(Records for the task)
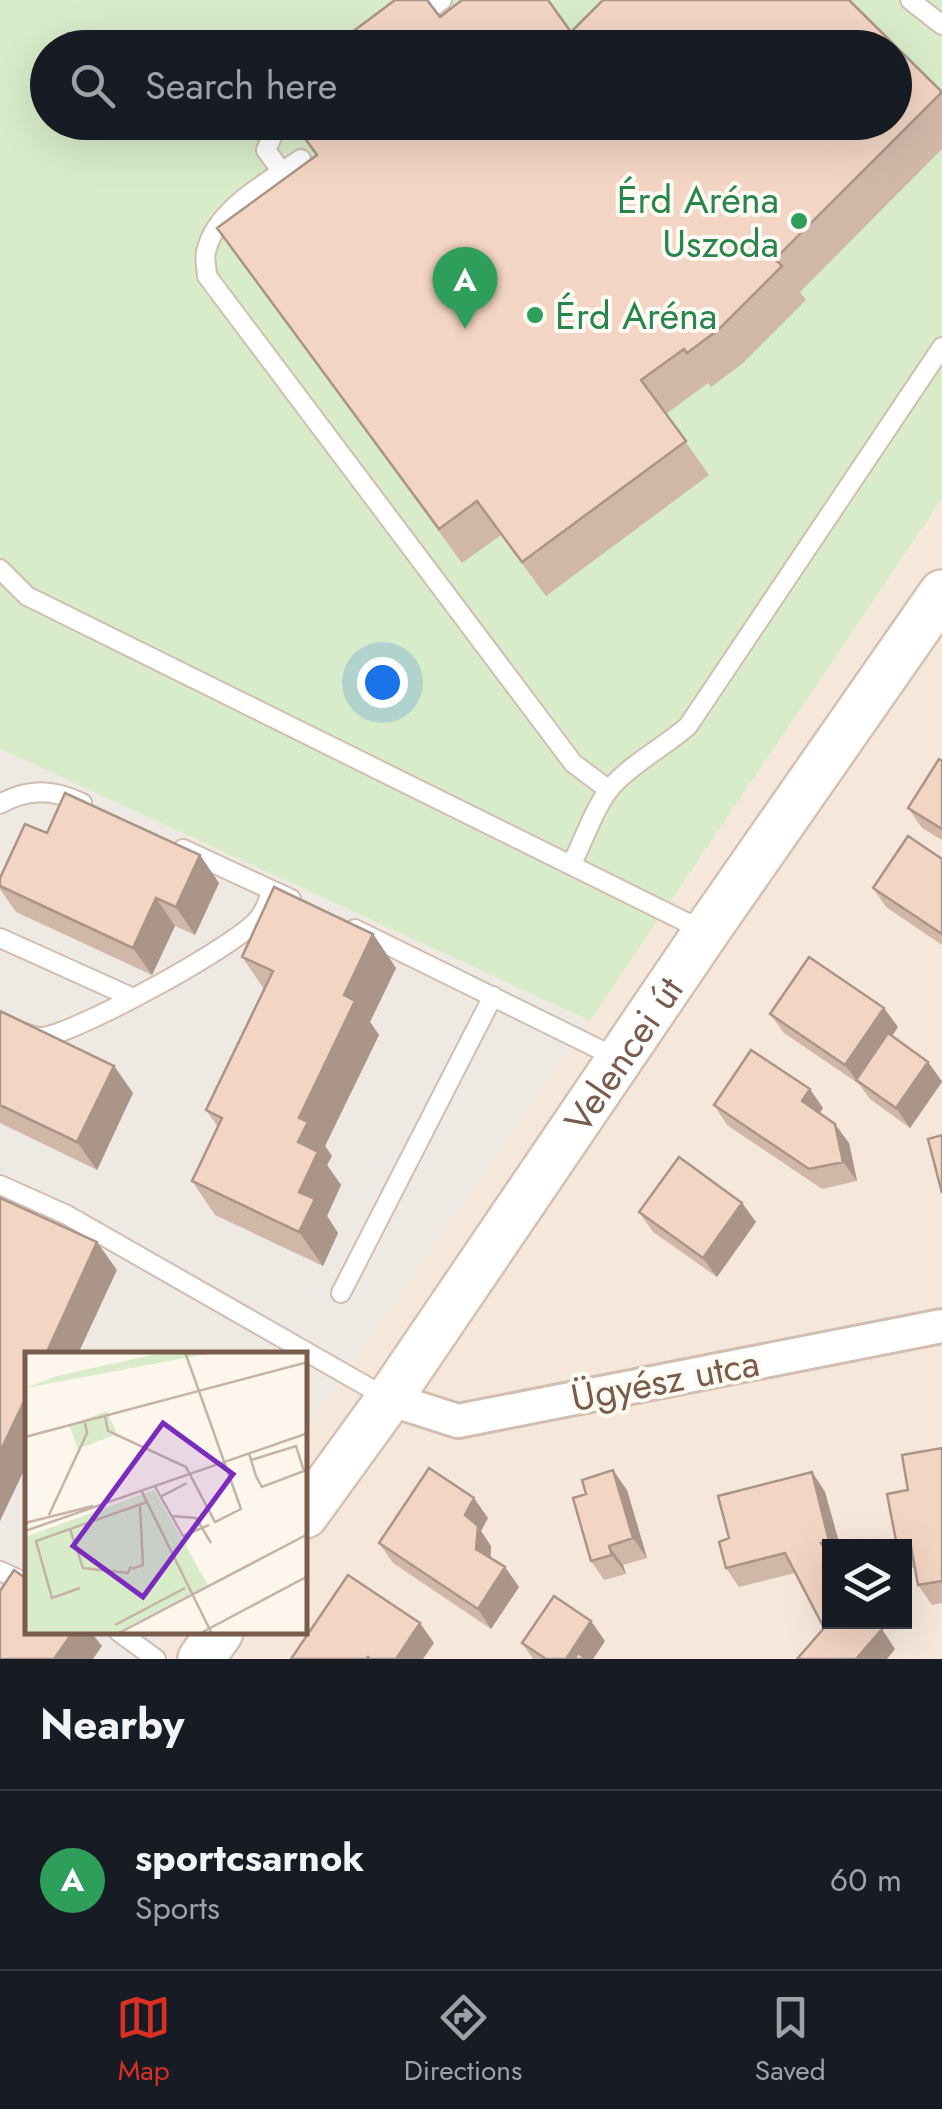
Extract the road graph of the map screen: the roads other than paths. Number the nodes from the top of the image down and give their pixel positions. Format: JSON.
{"nodes":[{"id":1,"x":442,"y":0,"type":"edge"},
{"id":2,"x":910,"y":0,"type":"edge"},
{"id":3,"x":942,"y":24,"type":"edge"},
{"id":4,"x":401,"y":30,"type":"edge"},
{"id":5,"x":271,"y":140,"type":"edge"},
{"id":6,"x":300,"y":160,"type":"edge"},
{"id":7,"x":282,"y":172,"type":"junction"},
{"id":8,"x":300,"y":198,"type":"edge"},
{"id":9,"x":942,"y":347,"type":"edge"},
{"id":10,"x":0,"y":569,"type":"edge"},
{"id":11,"x":942,"y":593,"type":"edge"},
{"id":12,"x":609,"y":790,"type":"junction"},
{"id":13,"x":0,"y":804,"type":"edge"},
{"id":14,"x":98,"y":810,"type":"edge"},
{"id":15,"x":168,"y":842,"type":"edge"},
{"id":16,"x":571,"y":866,"type":"junction"},
{"id":17,"x":272,"y":890,"type":"junction"},
{"id":18,"x":304,"y":906,"type":"edge"},
{"id":19,"x":337,"y":920,"type":"edge"},
{"id":20,"x":706,"y":932,"type":"junction"},
{"id":21,"x":0,"y":938,"type":"edge"},
{"id":22,"x":493,"y":996,"type":"junction"},
{"id":23,"x":131,"y":998,"type":"junction"},
{"id":24,"x":0,"y":1022,"type":"edge"},
{"id":25,"x":620,"y":1060,"type":"junction"},
{"id":26,"x":0,"y":1185,"type":"edge"},
{"id":27,"x":341,"y":1293,"type":"dead end"},
{"id":28,"x":942,"y":1326,"type":"edge"},
{"id":29,"x":306,"y":1352,"type":"edge"},
{"id":30,"x":308,"y":1353,"type":"edge"},
{"id":31,"x":389,"y":1400,"type":"junction"},
{"id":32,"x":308,"y":1511,"type":"edge"},
{"id":33,"x":0,"y":1572,"type":"edge"},
{"id":34,"x":25,"y":1583,"type":"edge"},
{"id":35,"x":122,"y":1634,"type":"edge"},
{"id":36,"x":219,"y":1634,"type":"edge"},
{"id":37,"x":156,"y":1659,"type":"edge"},
{"id":38,"x":200,"y":1659,"type":"edge"}],
"edges":[{"from":1,"to":4,"type":"lane"},
{"from":2,"to":3,"type":"lane"},
{"from":5,"to":7,"type":"lane"},
{"from":6,"to":7,"type":"lane"},
{"from":7,"to":8,"type":"lane"},
{"from":7,"to":12,"type":"lane"},
{"from":9,"to":12,"type":"lane"},
{"from":10,"to":16,"type":"lane"},
{"from":11,"to":20,"type":"main road","name":"Velencei út"},
{"from":12,"to":16,"type":"lane"},
{"from":13,"to":14,"type":"lane"},
{"from":15,"to":17,"type":"lane"},
{"from":16,"to":20,"type":"lane"},
{"from":17,"to":18,"type":"lane"},
{"from":17,"to":23,"type":"lane"},
{"from":19,"to":22,"type":"lane"},
{"from":20,"to":25,"type":"main road","name":"Velencei út"},
{"from":21,"to":23,"type":"lane"},
{"from":22,"to":25,"type":"lane"},
{"from":22,"to":27,"type":"lane"},
{"from":23,"to":24,"type":"lane"},
{"from":25,"to":31,"type":"main road","name":"Velencei út"},
{"from":26,"to":29,"type":"lane"},
{"from":28,"to":31,"type":"street","name":"Ügyész utca"},
{"from":30,"to":31,"type":"lane"},
{"from":31,"to":32,"type":"main road","name":"Velencei út"},
{"from":33,"to":34,"type":"lane"},
{"from":35,"to":37,"type":"lane"},
{"from":36,"to":38,"type":"main road"}]}
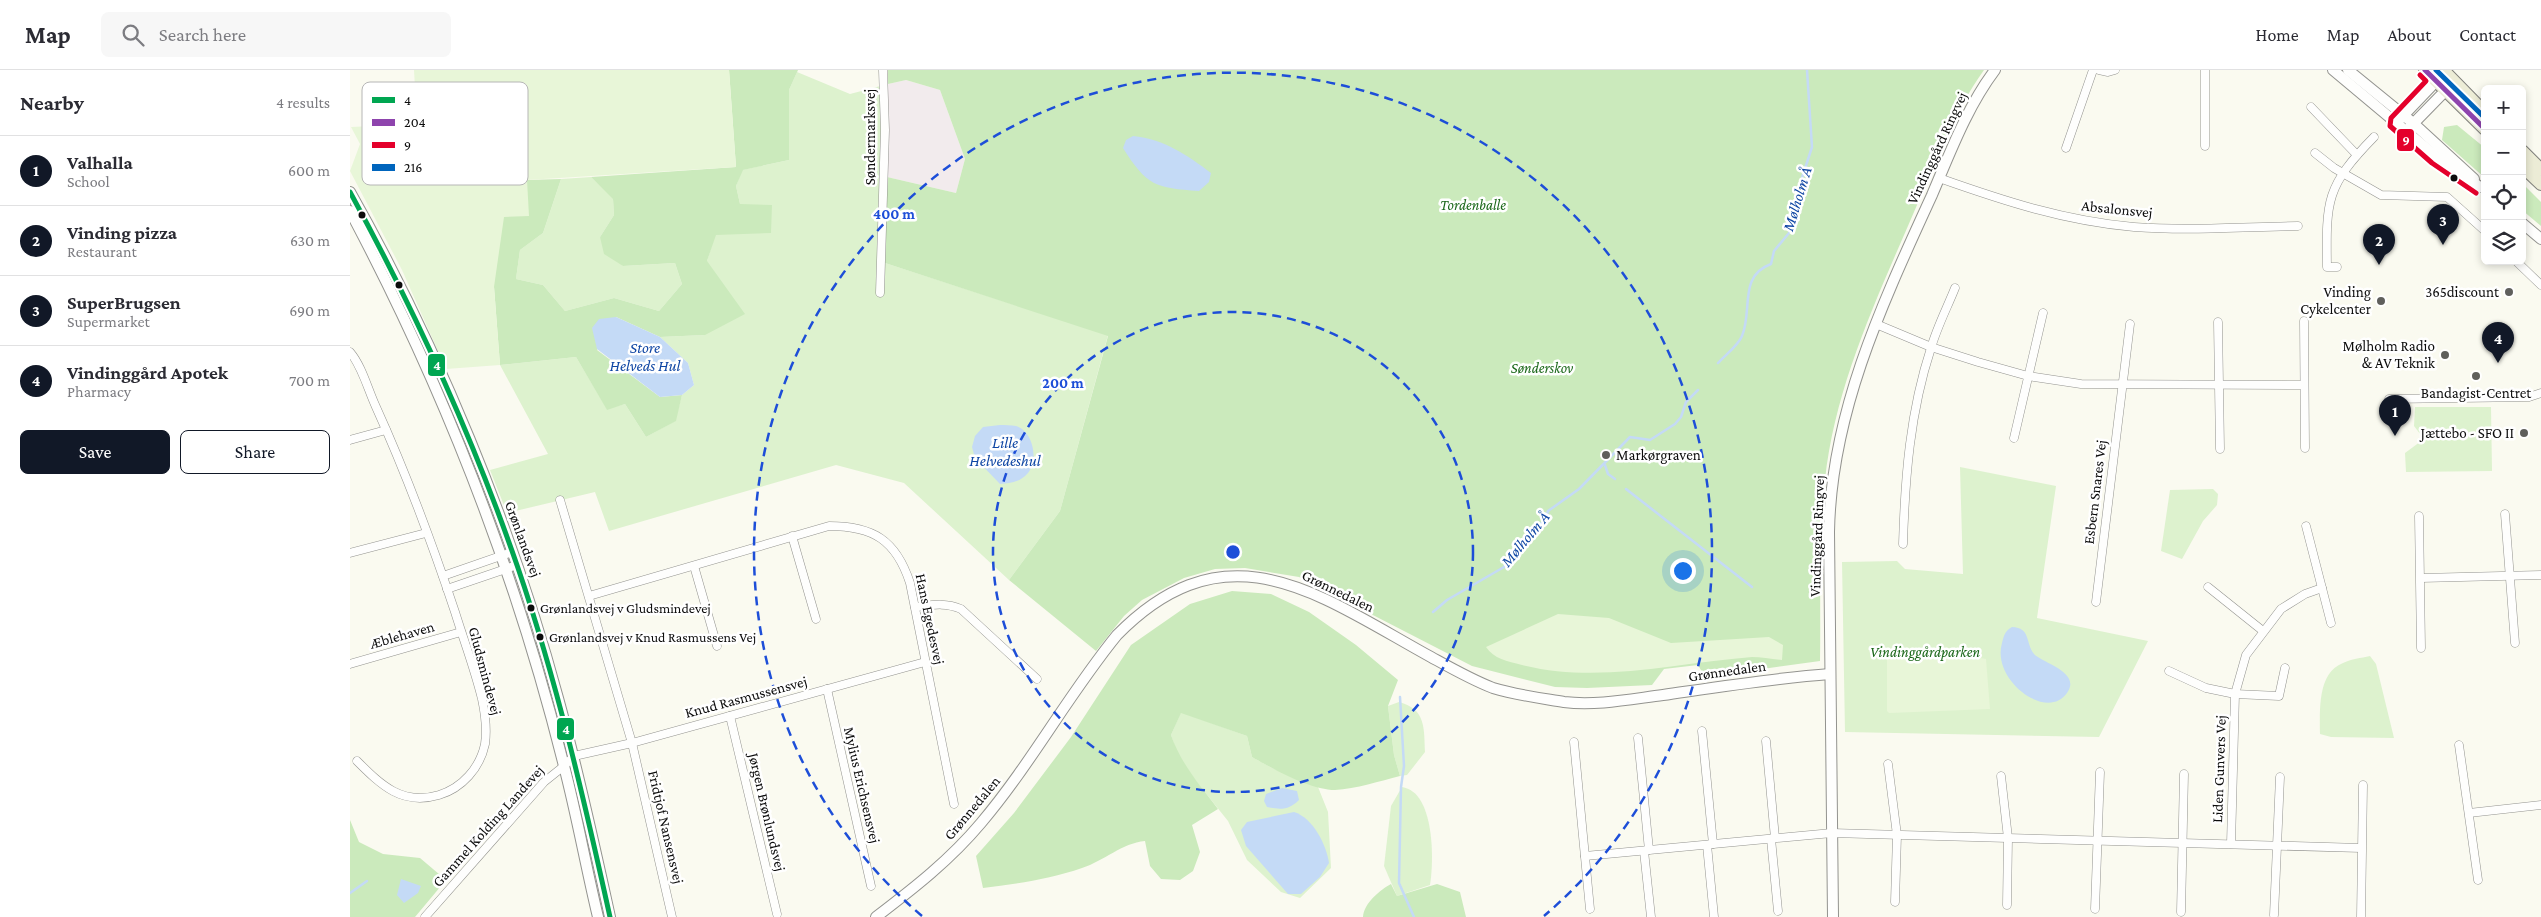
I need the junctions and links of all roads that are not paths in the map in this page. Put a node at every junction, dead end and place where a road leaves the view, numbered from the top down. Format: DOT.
graph roads {
  1 [pos="883,70"];
  2 [pos="1995,70"];
  3 [pos="2093,70"];
  4 [pos="2099,70"];
  5 [pos="2115,70"];
  6 [pos="2205,70"];
  7 [pos="2333,70"];
  8 [pos="2348,70"];
  9 [pos="2425,70"];
  10 [pos="2448,74"];
  11 [pos="2440,86"];
  12 [pos="2311,106"];
  13 [pos="2481,109"];
  14 [pos="2400,119"];
  15 [pos="2481,126"];
  16 [pos="2410,127"];
  17 [pos="2374,138"];
  18 [pos="2205,146"];
  19 [pos="2066,148"];
  20 [pos="2315,152"];
  21 [pos="2357,155"];
  22 [pos="2526,155"];
  23 [pos="2526,170"];
  24 [pos="2541,170"];
  25 [pos="2343,172"];
  26 [pos="1939,178"];
  27 [pos="2541,184"];
  28 [pos="2481,188"];
  29 [pos="350,192"];
  30 [pos="353,209"];
  31 [pos="2298,226"];
  32 [pos="2481,227"];
  33 [pos="2526,227"];
  34 [pos="2541,240"];
  35 [pos="2520,265"];
  36 [pos="2337,267"];
  37 [pos="2541,285"];
  38 [pos="1956,288"];
  39 [pos="880,294"];
  40 [pos="2043,313"];
  41 [pos="2304,321"];
  42 [pos="2218,322"];
  43 [pos="1876,324"];
  44 [pos="2130,324"];
  45 [pos="1931,347"];
  46 [pos="350,352"];
  47 [pos="2028,376"];
  48 [pos="2122,385"];
  49 [pos="2219,385"];
  50 [pos="2304,385"];
  51 [pos="2541,393"];
  52 [pos="2390,399"];
  53 [pos="386,430"];
  54 [pos="2014,438"];
  55 [pos="350,440"];
  56 [pos="2305,448"];
  57 [pos="2220,449"];
  58 [pos="560,500"];
  59 [pos="2505,514"];
  60 [pos="2420,516"];
  61 [pos="2306,526"];
  62 [pos="426,533"];
  63 [pos="792,536"];
  64 [pos="1903,544"];
  65 [pos="512,552"];
  66 [pos="350,553"];
  67 [pos="500,556"];
  68 [pos="517,565"];
  69 [pos="694,566"];
  70 [pos="504,569"];
  71 [pos="2541,574"];
  72 [pos="443,576"];
  73 [pos="2510,577"];
  74 [pos="2421,578"];
  75 [pos="2208,587"];
  76 [pos="2322,588"];
  77 [pos="447,589"];
  78 [pos="589,596"];
  79 [pos="2096,602"];
  80 [pos="915,607"];
  81 [pos="816,619"];
  82 [pos="2331,623"];
  83 [pos="2263,631"];
  84 [pos="461,632"];
  85 [pos="2515,643"];
  86 [pos="717,646"];
  87 [pos="2422,648"];
  88 [pos="925,662"];
  89 [pos="350,664"];
  90 [pos="2285,668"];
  91 [pos="2169,671"];
  92 [pos="1830,674"];
  93 [pos="1037,679"];
  94 [pos="827,689"];
  95 [pos="2236,694"];
  96 [pos="730,716"];
  97 [pos="1702,731"];
  98 [pos="1638,738"];
  99 [pos="1766,741"];
  100 [pos="1574,742"];
  101 [pos="632,743"];
  102 [pos="2459,745"];
  103 [pos="574,756"];
  104 [pos="357,761"];
  105 [pos="1888,764"];
  106 [pos="564,766"];
  107 [pos="2100,772"];
  108 [pos="2184,774"];
  109 [pos="2001,776"];
  110 [pos="2280,777"];
  111 [pos="2364,785"];
  112 [pos="954,804"];
  113 [pos="2541,805"];
  114 [pos="2468,814"];
  115 [pos="1832,833"];
  116 [pos="1897,834"];
  117 [pos="2008,838"];
  118 [pos="1773,839"];
  119 [pos="2098,840"];
  120 [pos="2182,843"];
  121 [pos="1710,844"];
  122 [pos="2231,844"];
  123 [pos="2277,846"];
  124 [pos="2361,848"];
  125 [pos="1646,850"];
  126 [pos="1585,856"];
  127 [pos="2478,880"];
  128 [pos="870,886"];
  129 [pos="1895,902"];
  130 [pos="2007,905"];
  131 [pos="1590,909"];
  132 [pos="2095,909"];
  133 [pos="1778,911"];
  134 [pos="2181,912"];
  135 [pos="777,914"];
  136 [pos="2274,915"];
  137 [pos="425,917"];
  138 [pos="598,917"];
  139 [pos="610,917"];
  140 [pos="672,917"];
  141 [pos="876,917"];
  142 [pos="1651,917"];
  143 [pos="1714,917"];
  144 [pos="1833,917"];
  145 [pos="2361,917"];
  1 -- 39 [label="street, Søndermarksvej"];
  2 -- 26 [label="street, Vindinggård Ringvej"];
  3 -- 19 [label="street"];
  4 -- 5 [label="street"];
  6 -- 18 [label="street"];
  7 -- 14 [label="street"];
  8 -- 14 [label="street"];
  9 -- 11 [label="main road"];
  10 -- 11 [label="street"];
  10 -- 13 [label="main road"];
  11 -- 14 [label="street"];
  11 -- 15 [label="main road"];
  11 -- 16 [label="street"];
  12 -- 21 [label="street"];
  14 -- 16 [label="street"];
  16 -- 28 [label="street"];
  17 -- 21 [label="street"];
  20 -- 25 [label="street"];
  21 -- 25 [label="street"];
  22 -- 24 [label="main road"];
  23 -- 27 [label="main road"];
  25 -- 32 [label="street"];
  25 -- 36 [label="street"];
  26 -- 31 [label="street, Absalonsvej"];
  26 -- 43 [label="street, Vindinggård Ringvej"];
  29 -- 30 [label="street, Grønlandsvej"];
  30 -- 65 [label="street, Grønlandsvej"];
  30 -- 67 [label="street, Grønlandsvej"];
  33 -- 34 [label="street"];
  35 -- 37 [label="street"];
  38 -- 45 [label="street"];
  40 -- 47 [label="street"];
  41 -- 50 [label="street"];
  42 -- 49 [label="street"];
  43 -- 45 [label="street"];
  43 -- 92 [label="street, Vindinggård Ringvej"];
  44 -- 48 [label="street, Esbern Snares Vej"];
  45 -- 47 [label="street"];
  45 -- 64 [label="street"];
  46 -- 53 [label="street, Gludsmindevej"];
  47 -- 48 [label="street"];
  47 -- 54 [label="street"];
  48 -- 49 [label="street"];
  48 -- 79 [label="street, Esbern Snares Vej"];
  49 -- 50 [label="street"];
  49 -- 57 [label="street"];
  50 -- 56 [label="street"];
  51 -- 52 [label="street"];
  53 -- 55 [label="street"];
  53 -- 62 [label="street, Gludsmindevej"];
  58 -- 78 [label="street, Fridtjof Nansensvej"];
  59 -- 73 [label="street"];
  60 -- 74 [label="street"];
  61 -- 76 [label="street"];
  62 -- 66 [label="street"];
  62 -- 72 [label="street, Gludsmindevej"];
  63 -- 69 [label="street, Hans Egedesvej"];
  63 -- 80 [label="street, Hans Egedesvej"];
  63 -- 81 [label="street"];
  65 -- 67 [label="street"];
  65 -- 68 [label="street, Grønlandsvej"];
  67 -- 70 [label="street, Grønlandsvej"];
  67 -- 72 [label="street"];
  68 -- 70 [label="street"];
  68 -- 103 [label="street, Grønlandsvej"];
  69 -- 78 [label="street, Hans Egedesvej"];
  69 -- 86 [label="street"];
  70 -- 77 [label="street"];
  70 -- 106 [label="street, Grønlandsvej"];
  71 -- 73 [label="street"];
  72 -- 77 [label="street, Gludsmindevej"];
  73 -- 74 [label="street"];
  73 -- 85 [label="street"];
  74 -- 87 [label="street"];
  75 -- 83 [label="street"];
  76 -- 82 [label="street"];
  76 -- 83 [label="street, Liden Gunvers Vej"];
  77 -- 84 [label="street, Gludsmindevej"];
  78 -- 101 [label="street, Fridtjof Nansensvej"];
  80 -- 88 [label="street, Hans Egedesvej"];
  80 -- 93 [label="street"];
  83 -- 95 [label="street, Liden Gunvers Vej"];
  84 -- 89 [label="street, Æblehaven"];
  84 -- 104 [label="street, Gludsmindevej"];
  88 -- 94 [label="street, Knud Rasmussensvej"];
  88 -- 112 [label="street, Hans Egedesvej"];
  90 -- 95 [label="street, Liden Gunvers Vej"];
  91 -- 95 [label="street, Liden Gunvers Vej"];
  92 -- 115 [label="street, Vindinggård Ringvej"];
  92 -- 141 [label="street, Grønnedalen"];
  94 -- 96 [label="street, Knud Rasmussensvej"];
  94 -- 128 [label="street, Mylius Erichsensvej"];
  95 -- 122 [label="street, Liden Gunvers Vej"];
  96 -- 101 [label="street, Knud Rasmussensvej"];
  96 -- 135 [label="street, Jørgen Brønlundsvej"];
  97 -- 121 [label="street"];
  98 -- 125 [label="street"];
  99 -- 118 [label="street"];
  100 -- 126 [label="street"];
  101 -- 103 [label="street, Knud Rasmussensvej"];
  101 -- 140 [label="street, Fridtjof Nansensvej"];
  102 -- 114 [label="street"];
  103 -- 106 [label="street, Gammel Kolding Landevej"];
  103 -- 139 [label="street, Grønlandsvej"];
  105 -- 116 [label="street"];
  106 -- 137 [label="street, Gammel Kolding Landevej"];
  106 -- 138 [label="street, Grønlandsvej"];
  107 -- 119 [label="street"];
  108 -- 120 [label="street"];
  109 -- 117 [label="street"];
  110 -- 123 [label="street"];
  111 -- 124 [label="street"];
  113 -- 114 [label="street"];
  114 -- 127 [label="street"];
  115 -- 116 [label="street"];
  115 -- 118 [label="street"];
  115 -- 144 [label="street, Vindinggård Ringvej"];
  116 -- 117 [label="street"];
  116 -- 129 [label="street"];
  117 -- 119 [label="street"];
  117 -- 130 [label="street"];
  118 -- 121 [label="street"];
  118 -- 133 [label="street"];
  119 -- 120 [label="street"];
  119 -- 132 [label="street"];
  120 -- 122 [label="street"];
  120 -- 134 [label="street"];
  121 -- 125 [label="street"];
  121 -- 143 [label="street"];
  122 -- 123 [label="street"];
  123 -- 124 [label="street"];
  123 -- 136 [label="street"];
  124 -- 145 [label="street"];
  125 -- 126 [label="street"];
  125 -- 142 [label="street"];
  126 -- 131 [label="street"];
}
(End Records for the task)
Exercise aim =>
How many of the lines in these entries hold "Vindinggård"? Report only the count.

Task solution =>
5